(Records from a data collection)
- Opening Delimiter -

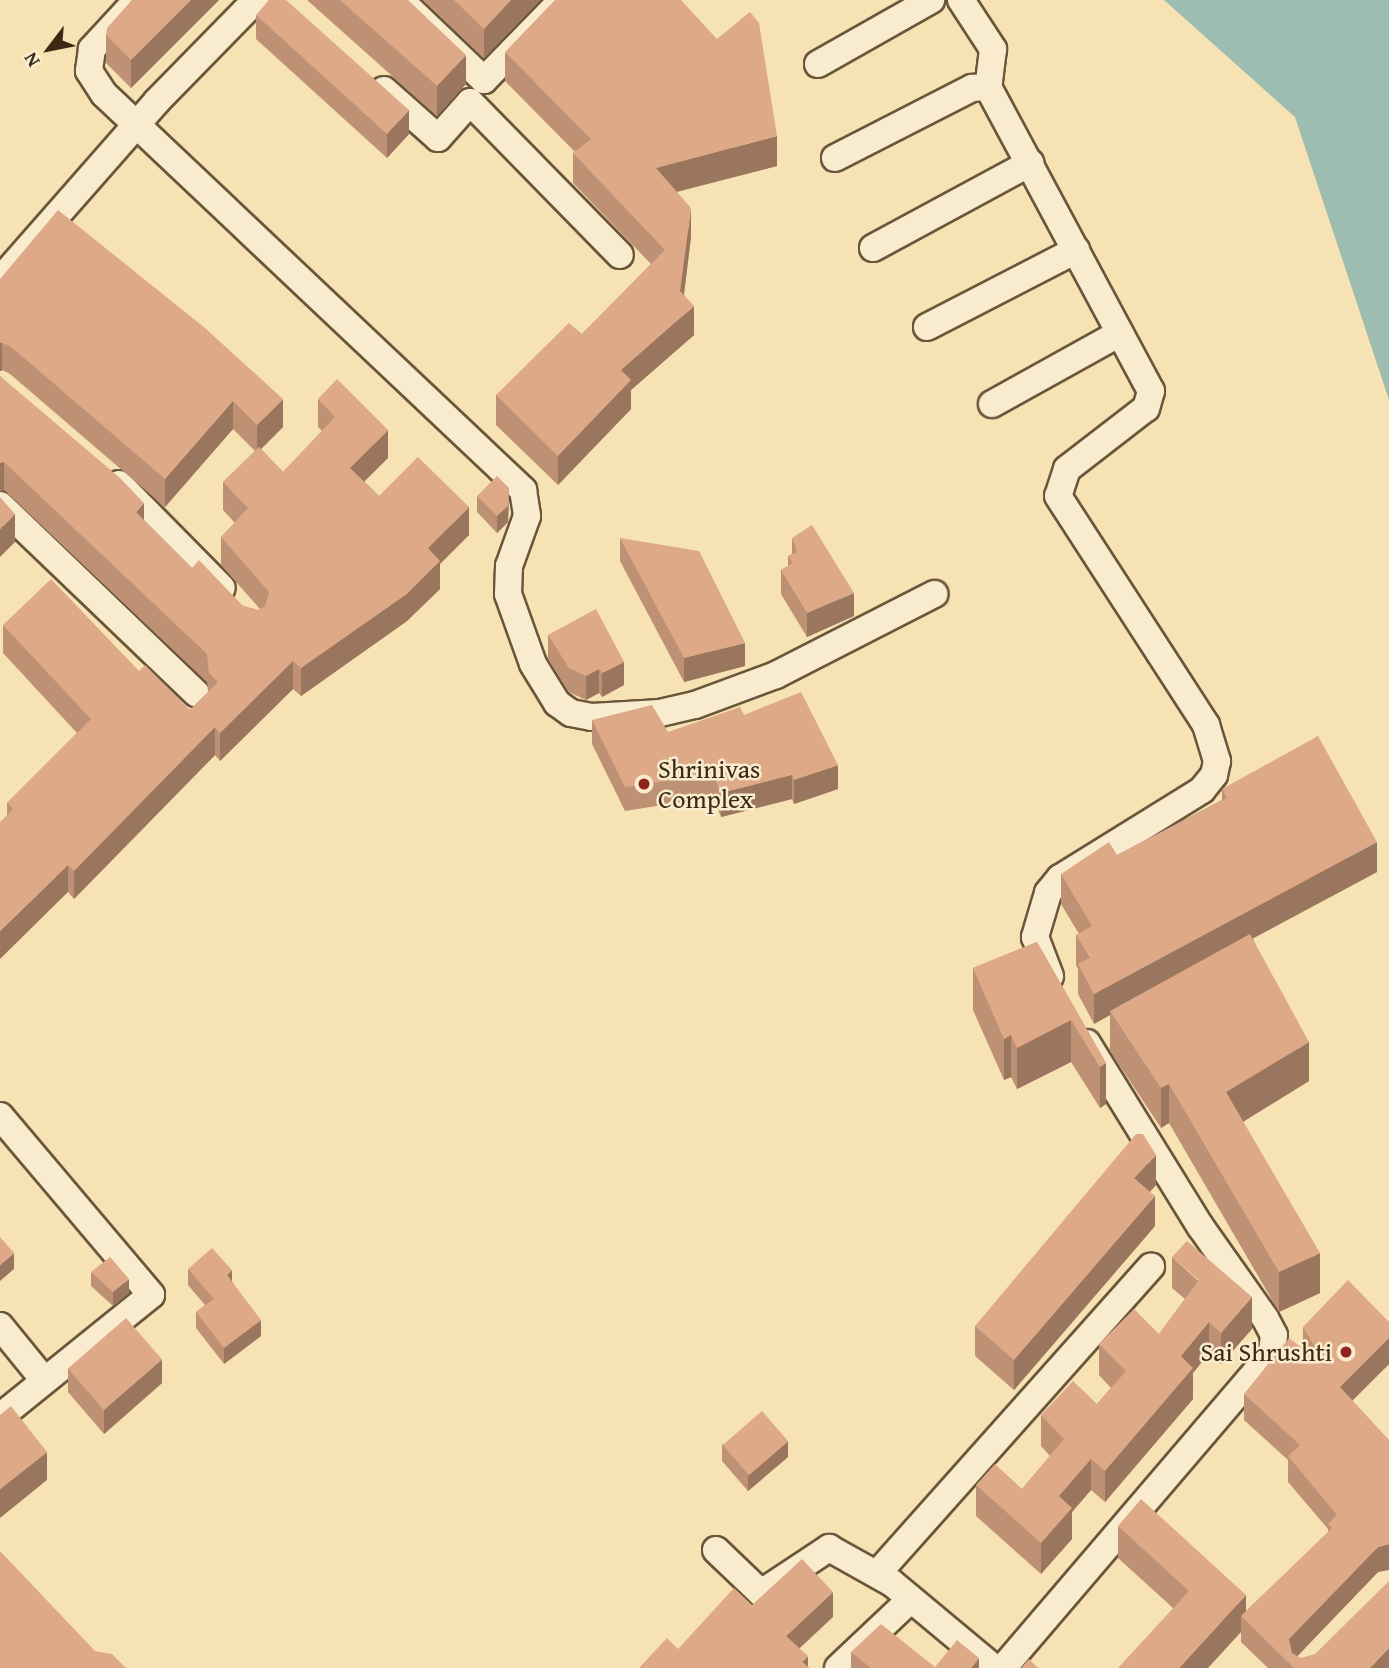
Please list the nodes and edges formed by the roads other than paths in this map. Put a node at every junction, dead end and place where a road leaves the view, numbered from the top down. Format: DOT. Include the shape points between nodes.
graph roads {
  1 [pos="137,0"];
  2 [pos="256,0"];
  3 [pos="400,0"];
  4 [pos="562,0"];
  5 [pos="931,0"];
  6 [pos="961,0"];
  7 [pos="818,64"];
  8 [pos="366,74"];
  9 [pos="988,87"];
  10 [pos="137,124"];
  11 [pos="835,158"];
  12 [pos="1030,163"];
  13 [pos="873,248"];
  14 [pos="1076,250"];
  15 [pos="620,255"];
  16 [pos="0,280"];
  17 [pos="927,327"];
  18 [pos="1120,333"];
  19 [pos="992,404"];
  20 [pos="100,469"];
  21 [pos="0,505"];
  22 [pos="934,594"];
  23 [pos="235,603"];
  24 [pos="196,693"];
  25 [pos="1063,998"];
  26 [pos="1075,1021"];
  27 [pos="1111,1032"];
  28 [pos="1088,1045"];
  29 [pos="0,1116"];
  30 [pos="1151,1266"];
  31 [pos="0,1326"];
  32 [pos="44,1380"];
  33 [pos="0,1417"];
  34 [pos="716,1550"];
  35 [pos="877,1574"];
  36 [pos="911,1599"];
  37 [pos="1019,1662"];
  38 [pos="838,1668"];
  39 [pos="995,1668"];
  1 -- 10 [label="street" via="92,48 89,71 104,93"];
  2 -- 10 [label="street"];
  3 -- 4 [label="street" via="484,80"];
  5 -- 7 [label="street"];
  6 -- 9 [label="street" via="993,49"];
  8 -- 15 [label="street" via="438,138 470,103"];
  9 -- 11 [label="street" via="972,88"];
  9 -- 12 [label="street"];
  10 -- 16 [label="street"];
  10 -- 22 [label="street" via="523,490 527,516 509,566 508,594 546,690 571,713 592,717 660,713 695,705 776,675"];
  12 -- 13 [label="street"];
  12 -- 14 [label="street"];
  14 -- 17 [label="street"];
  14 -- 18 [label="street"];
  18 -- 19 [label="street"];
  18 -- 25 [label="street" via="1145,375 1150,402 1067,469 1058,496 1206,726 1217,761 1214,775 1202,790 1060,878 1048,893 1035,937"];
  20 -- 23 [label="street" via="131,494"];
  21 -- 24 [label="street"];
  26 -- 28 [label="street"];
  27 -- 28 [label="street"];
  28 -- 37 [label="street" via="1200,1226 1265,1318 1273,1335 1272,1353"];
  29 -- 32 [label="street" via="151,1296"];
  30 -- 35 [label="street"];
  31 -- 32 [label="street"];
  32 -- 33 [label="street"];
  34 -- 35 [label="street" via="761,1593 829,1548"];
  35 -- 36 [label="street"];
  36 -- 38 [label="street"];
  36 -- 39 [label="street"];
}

- Closing Delimiter -

*The task*: Pictures in the records above are to be left out of an otherwise exact copy.

*Your response*:
Please list the nodes and edges formed by the roads other than paths in this map. Put a node at every junction, dead end and place where a road leaves the view, numbered from the top down. Format: DOT. Include the shape points between nodes.
graph roads {
  1 [pos="137,0"];
  2 [pos="256,0"];
  3 [pos="400,0"];
  4 [pos="562,0"];
  5 [pos="931,0"];
  6 [pos="961,0"];
  7 [pos="818,64"];
  8 [pos="366,74"];
  9 [pos="988,87"];
  10 [pos="137,124"];
  11 [pos="835,158"];
  12 [pos="1030,163"];
  13 [pos="873,248"];
  14 [pos="1076,250"];
  15 [pos="620,255"];
  16 [pos="0,280"];
  17 [pos="927,327"];
  18 [pos="1120,333"];
  19 [pos="992,404"];
  20 [pos="100,469"];
  21 [pos="0,505"];
  22 [pos="934,594"];
  23 [pos="235,603"];
  24 [pos="196,693"];
  25 [pos="1063,998"];
  26 [pos="1075,1021"];
  27 [pos="1111,1032"];
  28 [pos="1088,1045"];
  29 [pos="0,1116"];
  30 [pos="1151,1266"];
  31 [pos="0,1326"];
  32 [pos="44,1380"];
  33 [pos="0,1417"];
  34 [pos="716,1550"];
  35 [pos="877,1574"];
  36 [pos="911,1599"];
  37 [pos="1019,1662"];
  38 [pos="838,1668"];
  39 [pos="995,1668"];
  1 -- 10 [label="street" via="92,48 89,71 104,93"];
  2 -- 10 [label="street"];
  3 -- 4 [label="street" via="484,80"];
  5 -- 7 [label="street"];
  6 -- 9 [label="street" via="993,49"];
  8 -- 15 [label="street" via="438,138 470,103"];
  9 -- 11 [label="street" via="972,88"];
  9 -- 12 [label="street"];
  10 -- 16 [label="street"];
  10 -- 22 [label="street" via="523,490 527,516 509,566 508,594 546,690 571,713 592,717 660,713 695,705 776,675"];
  12 -- 13 [label="street"];
  12 -- 14 [label="street"];
  14 -- 17 [label="street"];
  14 -- 18 [label="street"];
  18 -- 19 [label="street"];
  18 -- 25 [label="street" via="1145,375 1150,402 1067,469 1058,496 1206,726 1217,761 1214,775 1202,790 1060,878 1048,893 1035,937"];
  20 -- 23 [label="street" via="131,494"];
  21 -- 24 [label="street"];
  26 -- 28 [label="street"];
  27 -- 28 [label="street"];
  28 -- 37 [label="street" via="1200,1226 1265,1318 1273,1335 1272,1353"];
  29 -- 32 [label="street" via="151,1296"];
  30 -- 35 [label="street"];
  31 -- 32 [label="street"];
  32 -- 33 [label="street"];
  34 -- 35 [label="street" via="761,1593 829,1548"];
  35 -- 36 [label="street"];
  36 -- 38 [label="street"];
  36 -- 39 [label="street"];
}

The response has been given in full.